Apart from the relatively recent use of motorboats, life along the Nile in Cairo has not changed radically for several thousand years.
Apart from the relatively recent use of motorboats, life along the Nile in Cairo has not changed radically for several thousand years. Its waters have provided a living for fishermen who spend almost 90 percent of their lives in their boats and women and girls have washed laundry on its banks times of the Pharaohs.
The section of the Nile that glides smoothly through Cairo is the most fascinating part of the 4,000-mile(6440-km) river. This VISNEWS film outlines some of the day to day activities on the Nile, showing how a waterway can retain its character despite the modernisation of the surrounding environment.

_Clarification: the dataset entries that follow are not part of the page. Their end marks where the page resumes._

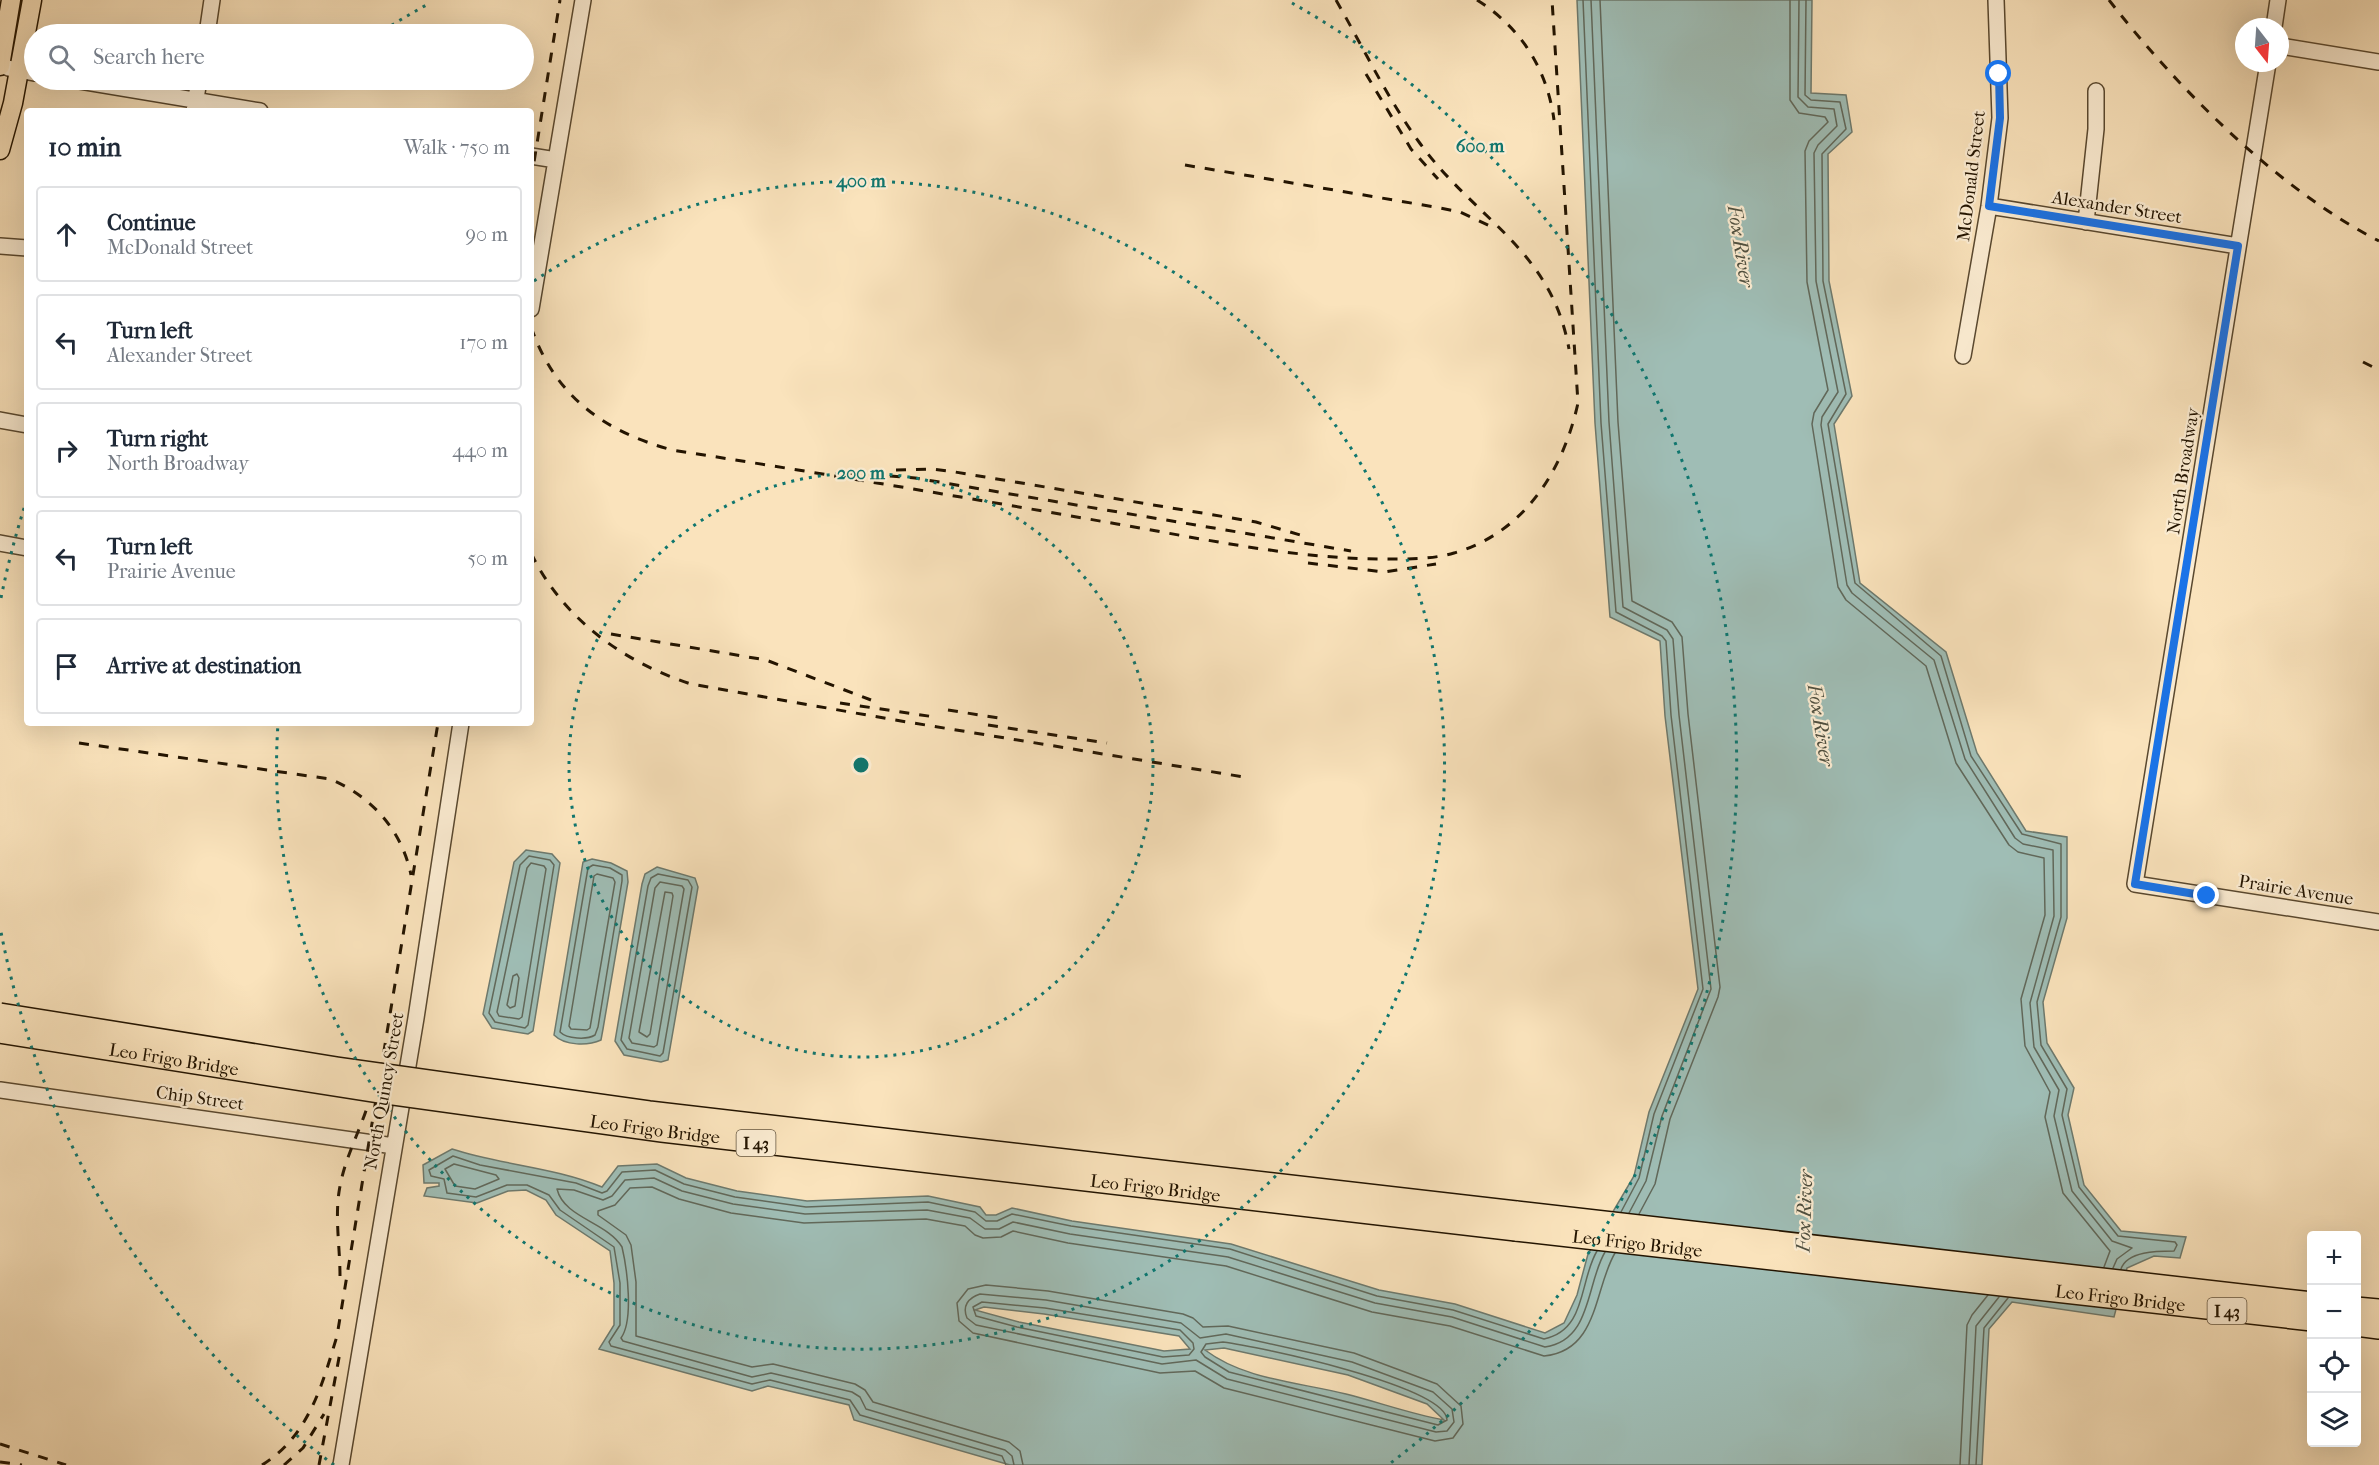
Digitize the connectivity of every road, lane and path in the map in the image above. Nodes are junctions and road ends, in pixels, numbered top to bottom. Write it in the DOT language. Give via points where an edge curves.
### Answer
graph roads {
  1 [pos="11,0"];
  2 [pos="32,0"];
  3 [pos="212,0"];
  4 [pos="583,0"];
  5 [pos="1996,0"];
  6 [pos="2278,0"];
  7 [pos="2275,18"];
  8 [pos="30,24"];
  9 [pos="208,24"];
  10 [pos="2289,47"];
  11 [pos="2379,62"];
  12 [pos="0,67"];
  13 [pos="24,71"];
  14 [pos="2267,72"];
  15 [pos="24,80"];
  16 [pos="121,90"];
  17 [pos="197,90"];
  18 [pos="2096,91"];
  19 [pos="195,106"];
  20 [pos="221,108"];
  21 [pos="0,150"];
  22 [pos="534,156"];
  23 [pos="556,160"];
  24 [pos="1989,206"];
  25 [pos="2086,222"];
  26 [pos="0,246"];
  27 [pos="2238,246"];
  28 [pos="24,248"];
  29 [pos="534,291"];
  30 [pos="1963,356"];
  31 [pos="0,420"];
  32 [pos="24,424"];
  33 [pos="0,543"];
  34 [pos="24,547"];
  35 [pos="461,726"];
  36 [pos="2135,884"];
  37 [pos="2379,922"];
  38 [pos="0,1006"];
  39 [pos="0,1014"];
  40 [pos="78,1027"];
  41 [pos="0,1032"];
  42 [pos="0,1090"];
  43 [pos="394,1146"];
  44 [pos="2307,1302"];
  45 [pos="2361,1308"];
  46 [pos="2379,1310"];
  47 [pos="2307,1319"];
  48 [pos="2361,1326"];
  49 [pos="2379,1328"];
  50 [pos="341,1465"];
  1 -- 12 [label="main road"];
  2 -- 8 [label="main road"];
  3 -- 9 [label="street"];
  4 -- 23 [label="street"];
  5 -- 24 [label="street, McDonald Street" via="2000,118"];
  6 -- 7 [label="street"];
  10 -- 11 [label="street"];
  12 -- 13 [label="street"];
  14 -- 27 [label="street, North Broadway"];
  15 -- 21 [label="main road"];
  16 -- 19 [label="street"];
  17 -- 19 [label="street"];
  18 -- 25 [label="street"];
  19 -- 20 [label="street"];
  22 -- 23 [label="street"];
  23 -- 29 [label="street"];
  24 -- 25 [label="street, Alexander Street"];
  24 -- 30 [label="street, McDonald Street"];
  25 -- 27 [label="street, Alexander Street"];
  26 -- 28 [label="street"];
  27 -- 36 [label="street, North Broadway"];
  31 -- 32 [label="street"];
  33 -- 34 [label="street"];
  35 -- 43 [label="street, North Quincy Street"];
  36 -- 37 [label="street, Prairie Avenue"];
  38 -- 40 [label="highway, bridge"];
  39 -- 40 [label="highway, I 43, bridge"];
  40 -- 44 [label="highway, I 43, bridge" via="382,1075 712,1120"];
  41 -- 47 [label="highway, Leo Frigo Bridge / I 43, bridge" via="385,1093 662,1131"];
  42 -- 43 [label="street, Chip Street"];
  43 -- 50 [label="street, North Quincy Street"];
  45 -- 46 [label="highway"];
  48 -- 49 [label="highway"];
}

SYNOPSIS: The Nile -- artery of the Middle East. The river has been a means of transport for merchandise for centuries....tugs and barges carry baled cotton northward, agricultural machinery and vehicles southward. In recent years, the Nile running through Cairo has become a tourist attraction, a river where a way of life unchanged since the times of the Pharaohs still retains its character despite the surrounding modernisation.
The Nile fishermen spend 90 per cent of their lives on their boats, catching the small river fish to sell in the local markets. Their way of life has remained unchanged for centuries. They claim that no degrees of modernisation will affect their working lives...they fish in the same areas, mend their nets in the same way and build their boats in the same style as their predecessors of several thousand years ago.
Much of Cairo's population depends entirely on the waterway for its living. Labourers hire themselves out by the day, carrying cargoes -- in this case stones for some roadside repairs -- or doing repair work on boats and nets.
Women and girls have used the river to wash clothes since the beginning of Egyptian civilization. The river serves as a social gathering point for the women...after thousands of years, they feel no need to change their ways.
In the small river villages on the Nile, the street traders sell their ancient crafts regardless of the mass production factories only a few miles away. While some say they would obviously prefer the higher wages of the factories and the rise in living standards, others claim what was good enough for their ancestors is good enough for them.
With Egypt's increasing programme of development, some feel that the character of the Nile will be swamped with modern services. But a river that has dictated a way of life for thousands of years, they claim, can adapt to the times.